À INFÂNCIA, EM MEIO AO SOL DA MEIA- NOITE...

lUZES , POR FAVOR!

Véspera de eleições ao Planalto e frente às emoções nacionais insurgidas de desejos sociais legítimos, bem à flor da pele surge minha crônica, a mim chegada em meio às calçadas borbulhantes dum recente dia.

Não foi numa "calçada indigente", dessas cujo cenários a céu aberto desnudam a intimidade das crescentes vidas abandonadas ao léu, sob um céu infernal que interessa às pontuações dos discursos e aos votos urgentes e ingênuos pela vida digna, pela dignidade de direito natural, a que começa na atenção responsável do Estado com a infância de "todas as classes" a desenhar no presente imediato a ânsia dos atos aos teatros do futuro promisor.

Minha crônica surgiu, então, numa calçada social de punitiva classe média, à luz do sol duma manhã recém encenada, mediana social pela qual peço desculpas pelos pecados de a ela ainda pertencer, pagando todas as penitências cabíveis com primor cidadão, posto ser árdua a luta pela sobrevivência classista dentre tantas fomentações de ódios e discórdias por parte de quem deveria unir e apaziguar as tensões nas ruas, cenário da luta difícil pela vida de qualquer classe social trabalhadora da nossa triste e violenta atualidade.

Foram as paredes grafitadas da calçada, onde a arte de rua se comunica com os transeuntes fazendo poesia paradoxalmente cáustica e singela, que um verso, escrito em tinta preta e forte, algo já derretido pelo calor da estiagem urbana, me chamou a atenção profundamente.

Não saberia lhes dizer se o verso que li ali pertence a algum poeta da antologia clássica ou moderna, estou a pesquisar, todavia, ali lançado na parede caiada do dia que nascia, ganhou força metafórica, dentre nuanças da vida da infância tão dura e abandonada pelo nosso país, encenada cada vez mais surrealmente nos entremeios dos arranhacéus crescentes e desprovidos de consciência ecológica e humanística, num espaço castigado entre semáforos vermelhos para tantas vidas que se iniciam e cada vez mais amarelos para a sociedade agonizante, flagelada em tudo.

O verso curto que ali li em leitura dinâmica, em meio a passos rápidos para o que não saberia dizer, tangenciou minha retina, acionou meu olhar para o todo, me parou por uns segundos e ganhou o mundo dos meus sentimentos pré eleições, inclusive.

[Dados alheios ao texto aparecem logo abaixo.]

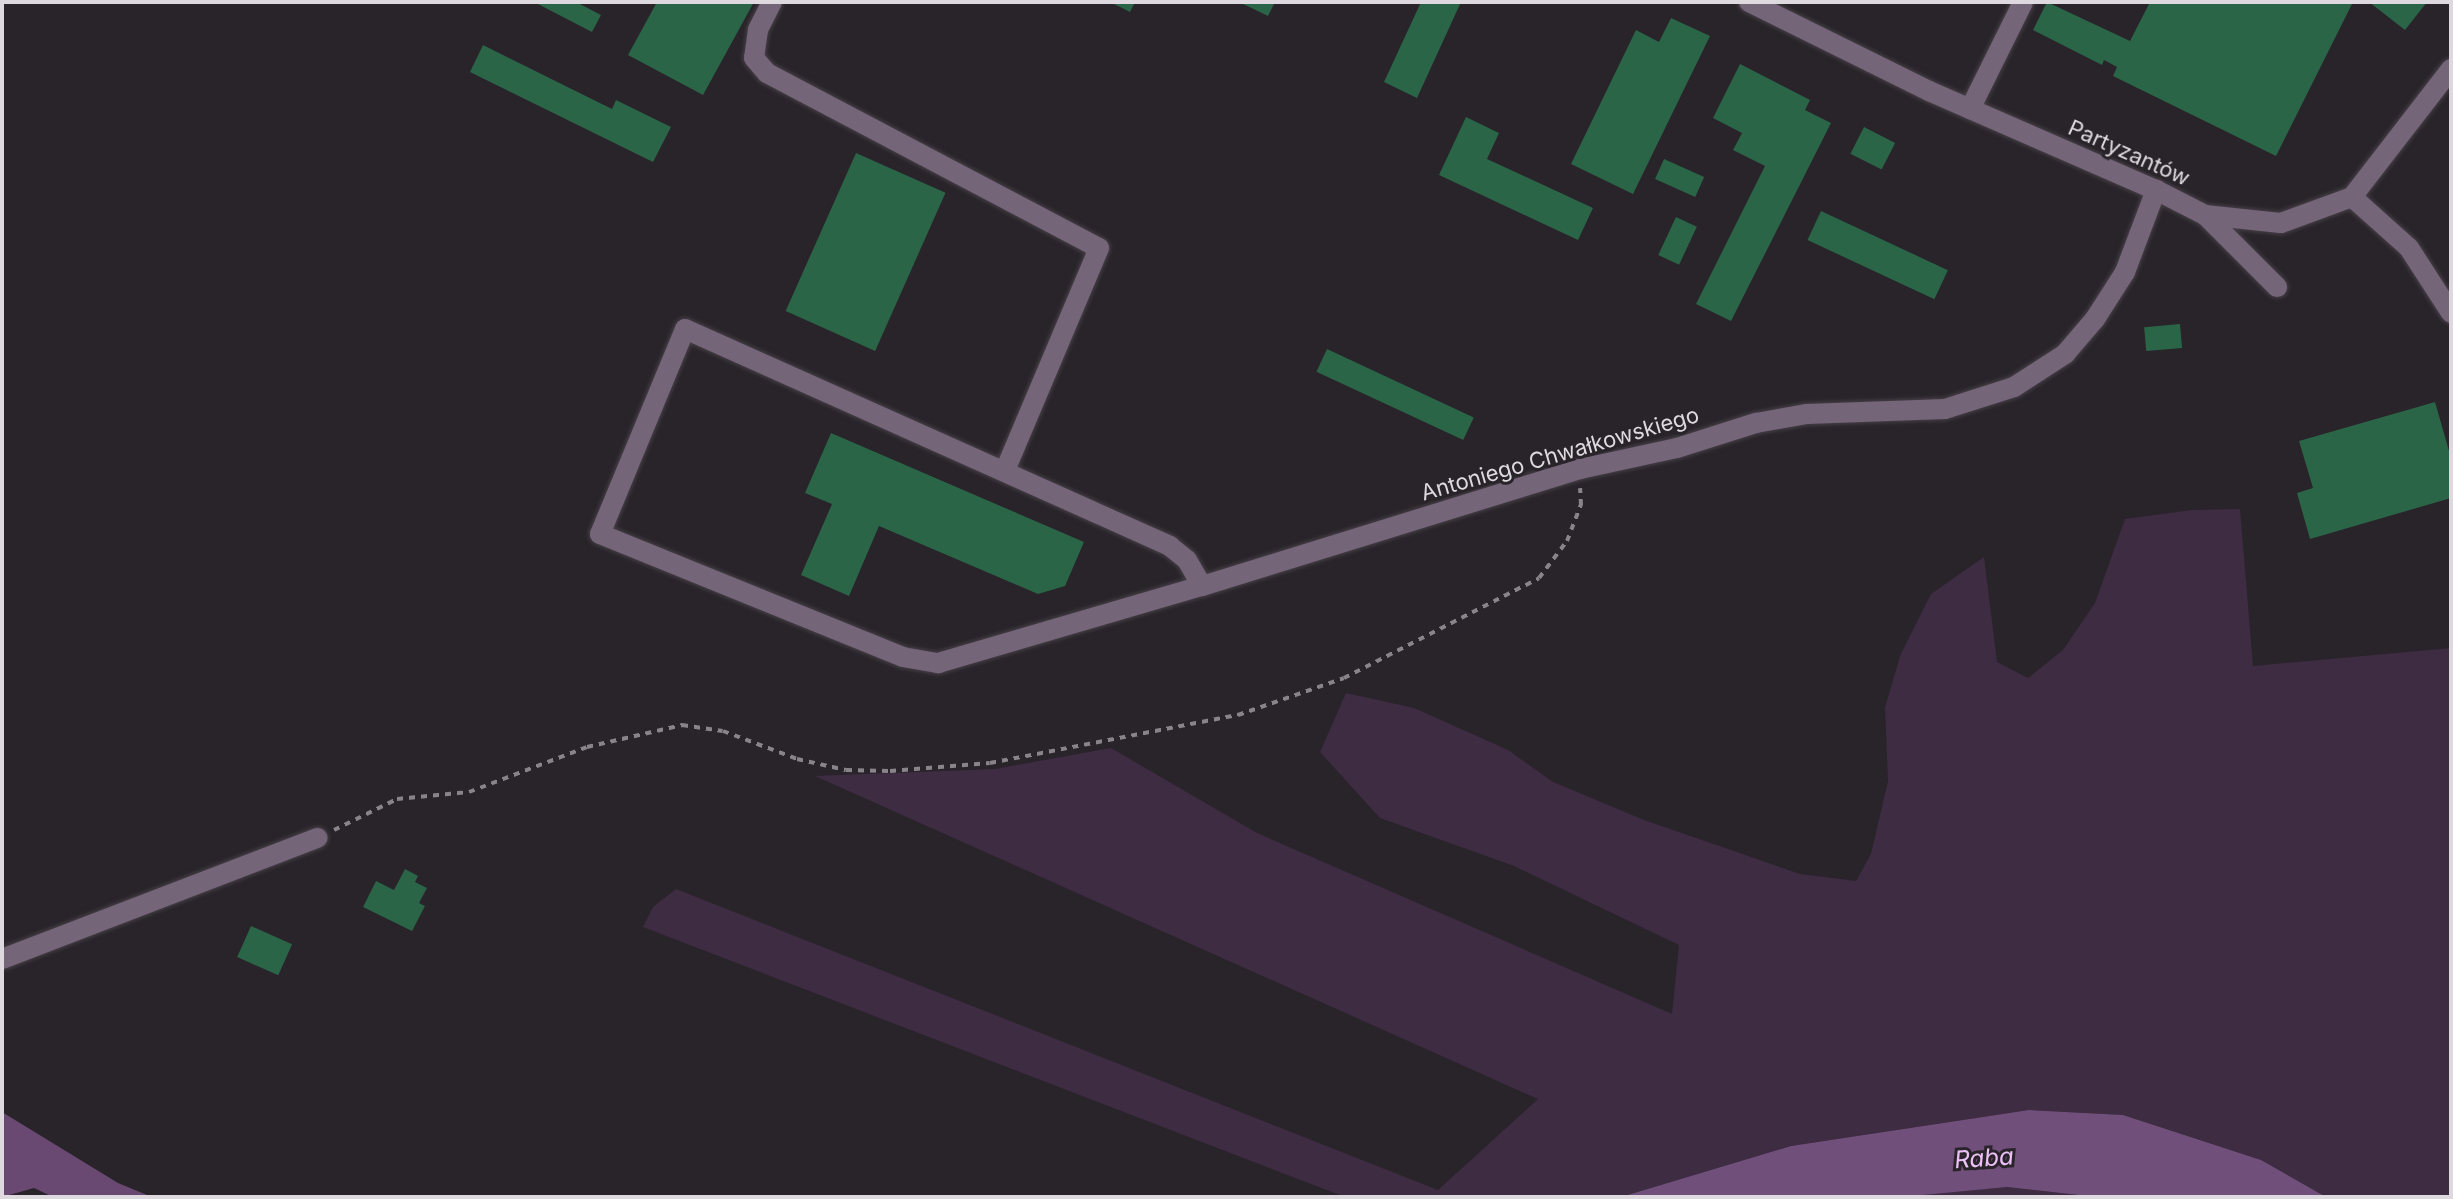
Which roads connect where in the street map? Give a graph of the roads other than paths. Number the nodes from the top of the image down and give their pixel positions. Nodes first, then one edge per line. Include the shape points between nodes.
1 (772, 2) edge
2 (1749, 2) edge
3 (2023, 2) edge
4 (2451, 69) edge
5 (1970, 109) junction
6 (2156, 190) junction
7 (2352, 197) junction
8 (2205, 215) junction
9 (2277, 287) dead end
10 (2451, 313) edge
11 (1005, 471) junction
12 (1202, 586) junction
13 (318, 838) road end
14 (2, 959) edge

1 - 11 street via 758,30 754,58 767,73 1099,248
2 - 5 street, Partyzantów
3 - 5 street
4 - 7 street
5 - 6 street, Partyzantów
6 - 8 street, Partyzantów
6 - 12 street, Antoniego Chwałkowskiego via 2125,272 2095,319 2065,354 2014,387 1945,409 1807,414 1756,423 1677,448 1580,469
7 - 8 street, Partyzantów via 2281,223
7 - 10 street via 2409,248
8 - 9 street
11 - 12 street via 1170,546 1187,560
11 - 12 street, Antoniego Chwałkowskiego via 685,329 600,534 903,657 938,663
13 - 14 street

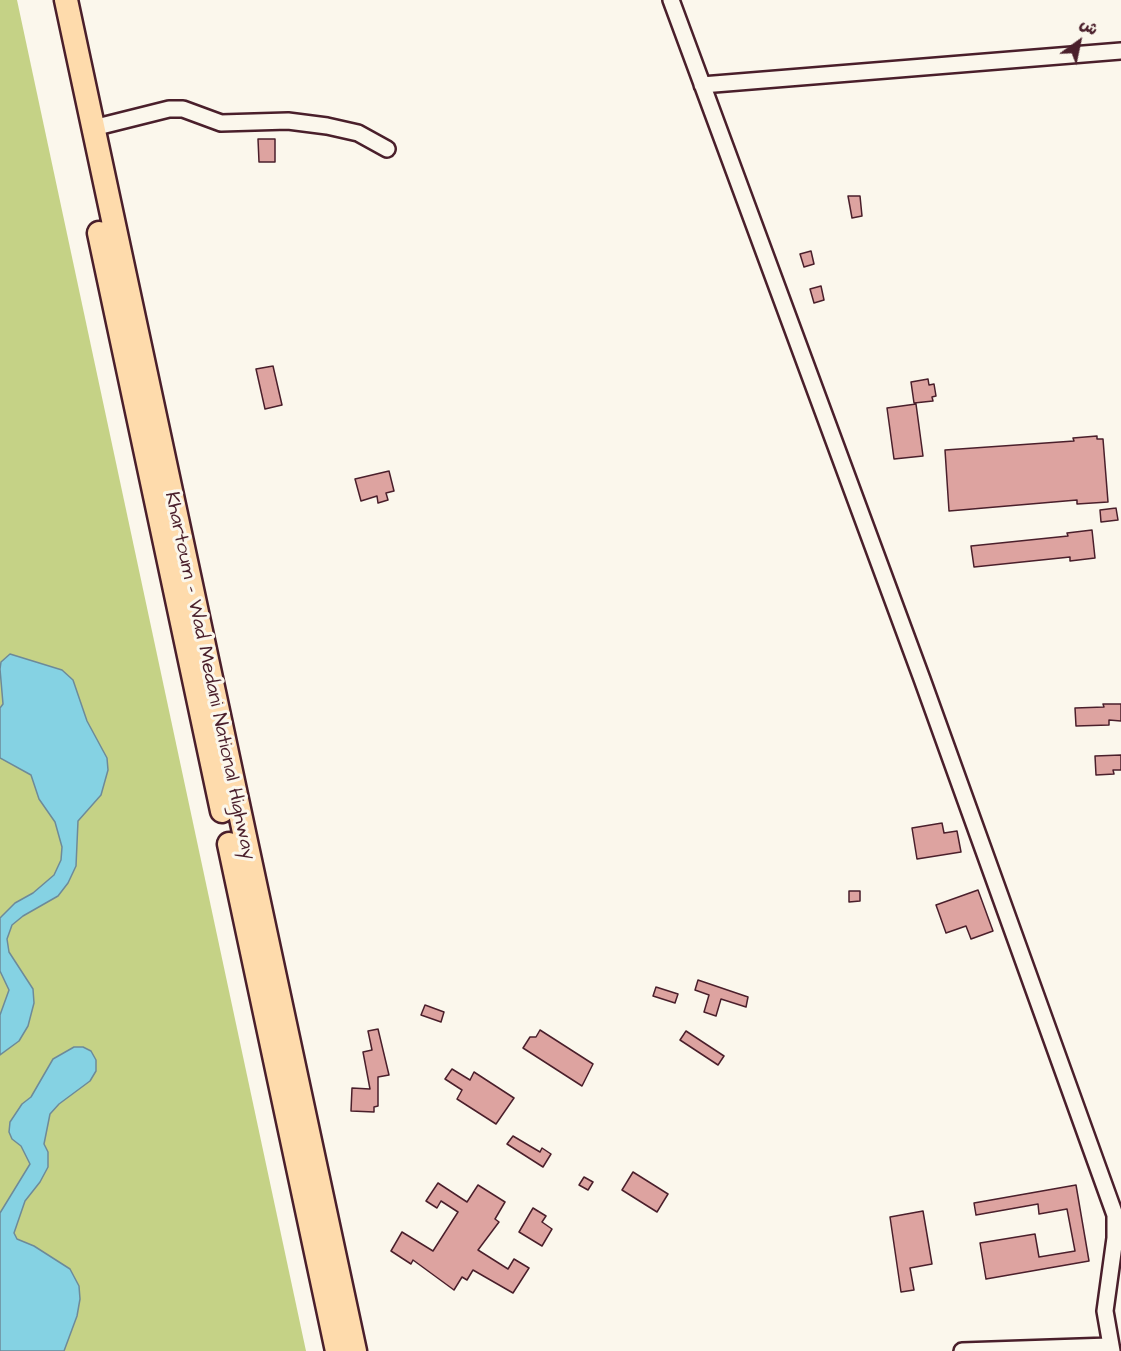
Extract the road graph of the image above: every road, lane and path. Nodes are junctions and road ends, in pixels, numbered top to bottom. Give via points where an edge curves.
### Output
1 (50, 0) edge
2 (66, 0) edge
3 (671, 0) edge
4 (1121, 51) edge
5 (702, 85) junction
6 (93, 128) junction
7 (387, 149) dead end
8 (1111, 1349) edge
9 (337, 1351) edge
10 (354, 1351) edge
11 (962, 1351) edge

1 - 9 highway, Khartoum - Wad Medani National Highway
2 - 6 highway, Khartoum - Wad Medani National Highway
3 - 5 street
4 - 5 street
5 - 8 street via 1115,1215 1106,1292
6 - 7 street via 183,109 221,123 288,121 327,126 357,133
6 - 10 highway, Khartoum - Wad Medani National Highway
8 - 11 street

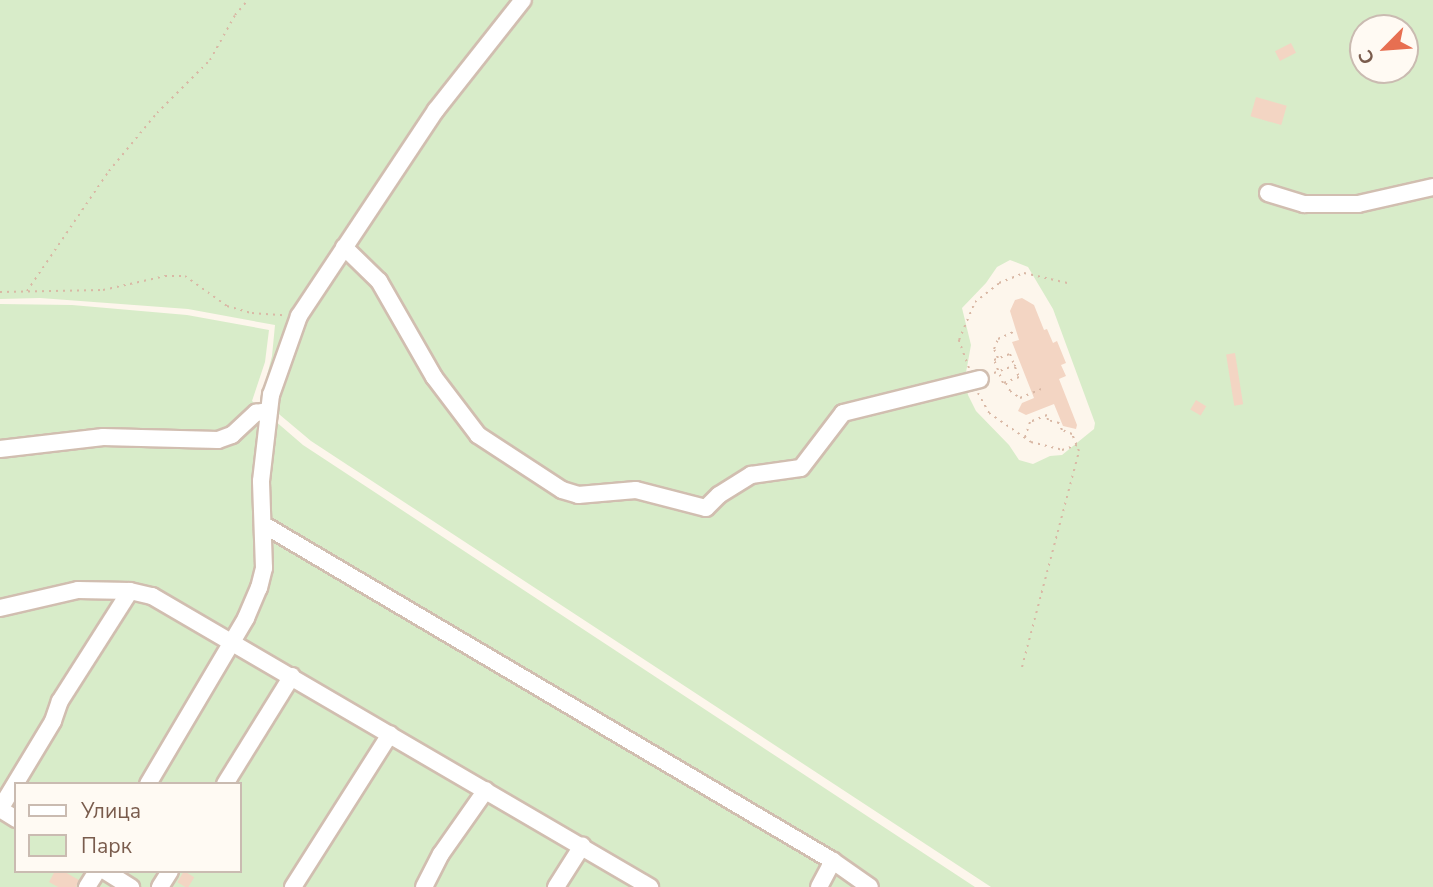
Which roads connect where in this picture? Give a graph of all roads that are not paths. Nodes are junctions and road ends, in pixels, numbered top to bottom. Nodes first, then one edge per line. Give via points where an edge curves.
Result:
1 (523, 0) edge
2 (1433, 187) edge
3 (1268, 193) dead end
4 (344, 247) junction
5 (977, 379) road end
6 (269, 411) junction
7 (0, 449) edge
8 (264, 525) junction
9 (130, 591) junction
10 (0, 608) edge
11 (232, 641) junction
12 (292, 676) junction
13 (390, 733) junction
14 (16, 782) edge
15 (149, 782) edge
16 (226, 782) edge
17 (14, 786) edge
18 (486, 790) junction
19 (0, 809) edge
20 (582, 846) junction
21 (833, 861) junction
22 (108, 873) edge
23 (131, 887) edge
24 (293, 887) edge
25 (424, 887) edge
26 (556, 887) edge
27 (650, 887) edge
28 (819, 887) edge
29 (870, 887) edge

1 - 4 lane via 436,110
2 - 3 lane via 1357,204 1304,204
4 - 5 lane via 379,281 434,377 478,435 562,490 578,495 636,490 706,508 751,475 801,468 843,412
4 - 6 lane via 299,316 278,370
6 - 7 lane via 256,413 232,435 218,440 103,437
6 - 8 lane via 261,481
8 - 11 lane via 259,589
8 - 21 lane
9 - 10 lane via 78,590
9 - 11 lane via 152,596
9 - 14 lane via 60,701 53,722
11 - 12 lane
11 - 15 lane
12 - 13 lane
12 - 16 lane
13 - 18 lane
13 - 24 lane
17 - 19 lane
18 - 20 lane
18 - 25 lane via 441,853
20 - 26 lane
20 - 27 lane
21 - 28 lane
21 - 29 lane
22 - 23 lane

Que momento importante para a vida de todos...pensei.

O verso era forte, e ali claramente prefaciava a antologia humana das vergonhas escritas nas páginas crônicas e irresponsáveis da humanidade daqueles que garantem cuidar das vidas, dos que comandam a escrita de qualquer história de abandono com o que é sagrado, e cujas letras tênues e inexpressivas zombam do tempo e nele se dissipam em frutos perdidos em qualquer hora ou lugar.

Não há futuro social com a infância à escuridão das calçadas, ainda que o sol brilhe alto na aurora da vida que se recicla igualmente sob um céu que é legitimamente de todos.

Não há futuro promissor algum esboçado nos palanques aos ventos quando tanta infância perdida se revela nas ruas dos anbandonos sórdidos, a escrever versos que nos fazem arrepiar os sentidos já sem nítida direção.

Não há futuro promissor com semeadura de ventos num terreno de luta de classes.

Terminei minha caminhada a pensar exatamente sobre o conteúdo desta minha crônica....porque tenho a convicção de que nenhuma caminhada pelas calçadas da vida segue muito a frente, diante de tanta escuridão social.

Quem acenderá nosso futuro, afinal?

Aquele tão tristemente protagonizado nos duros prefácios das vidas nas ruas?

Fechei os olhos e trouxe no coração o verso grafitado na parede da retina, em letras trêmulas, algo infantis, mas que nitida e cinicamente nos pediam por socorro, aquele que nunca nos chega:

"Em casa de menino de rua, o último a dormir apaga a lua".

(autor Giovani Baffô) )

Então em silêncio, como numa oração às bocas das santas urnas, assim me perguntei:

Quem, milagrosamente, nos acenderá o sol nesta "meia- noite" tão perene?